La Russia alle urne per il nuovo presidente Vittoria scontata per Medvedev
di Anna Toro
Giornata cruciale per i russi che oggi sono stati chiamati alle urne per eleggere il nuovo presidente: in realtà ben poche saranno le sorprese dato che il vincitore sarà il candidato prescelto dallo stesso Vladimir Putin, Dmitri Medvedev. L’unica incognita sarebbe stata l’affluenza al voto: il rischio astensione era visto da molti come l’unica ombra nella sicura vittoria del delfino di Putin. Ma alle dodici ora italiana, scrive la Reuters, ha votato il 48% degli aventi diritto: secondo i funzionari si tratta di un'affluenza superiore rispetto a quella registrata alla stessa ora nelle presidenziali del 2004 .

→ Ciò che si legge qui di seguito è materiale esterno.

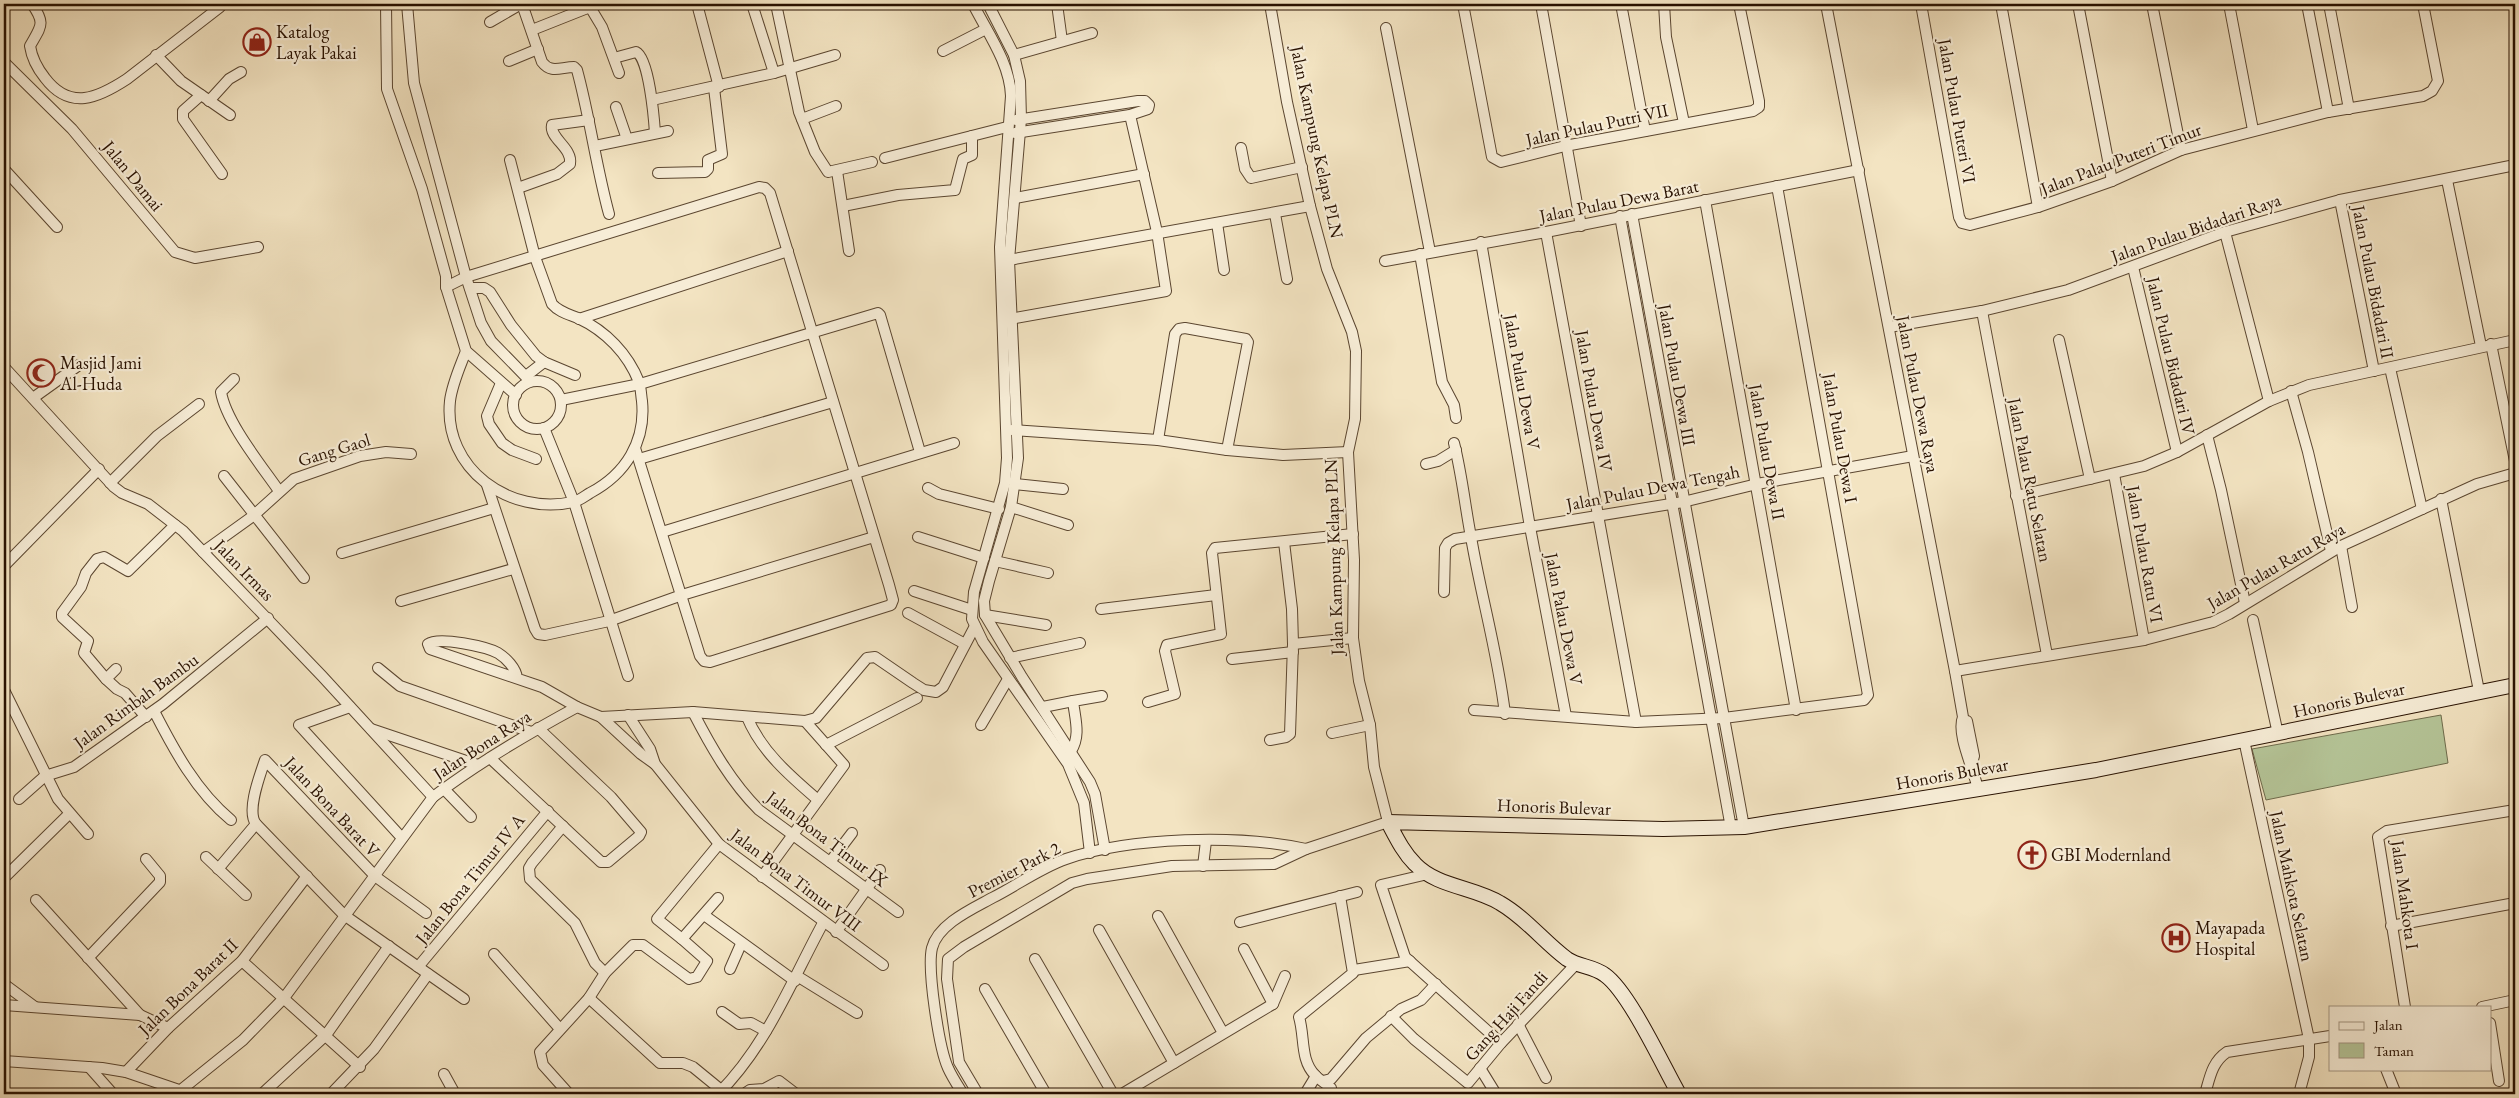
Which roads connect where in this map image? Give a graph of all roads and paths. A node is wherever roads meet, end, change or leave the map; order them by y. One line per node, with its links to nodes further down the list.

"Sta arrivando la primavera", ha detto il futuro presidente della Russia mentre entrava nel seggio 2.614 dove ha votato questa mattina accompagnato dalla moglie Svetlana. Tutti i sondaggi infatti gli hanno dato il 70% dei consensi e le prime proiezioni del voto sembrerebbero confermare questo dato. Quarantaduenne, avvocato di San Pietroburgo e funzionario del Cremino, Medvedev dovrebbe, con la sua vittoria, garantire a Putin di continuare a gestire il potere da dietro le quinte e non sono pochi a definire queste elezioni una farsa.
Gli sfidanti di Medvedev sono tre: il comunista Gennady Zyuganov, l'ultranazionalista Vladimir Zhirinovsky e il leader del piccolo partito democratico Andrei Bogdanov, tutti con una chance di vittoria pari a zero. "La situazione non è a nostro favore, ma continueremo a lottare" ha detto il comunista Zyuganov al momento di votare.
I primi exit poll, scrive l’Adnkronos, verranno resi noti nelle prime ore di lunedì. “Non importa quale sarà il risultato, questo è solo un trasferimento di potere illegittimo” ha detto all’Ap l’ex primo ministro Mikhail Kasyanov, avversario di Putin che è stato estromesso dalle elezioni. Anche i leader liberali dell’opposizione Kasyanov e Garry Kasparov (l’ex campione del mondo di scacchi e uno dei critici più feroci del Cremino) sono stati entrambi estromessi dalle urne per motivi tecnici. Scortato da una dozzina di poliziotti ha parlato ai giornalisti vicino alla Piazza Rossa, Kasparov trasportava una busta di plastica su cui c’era scritto: “Io non partecipo a questa farsa”.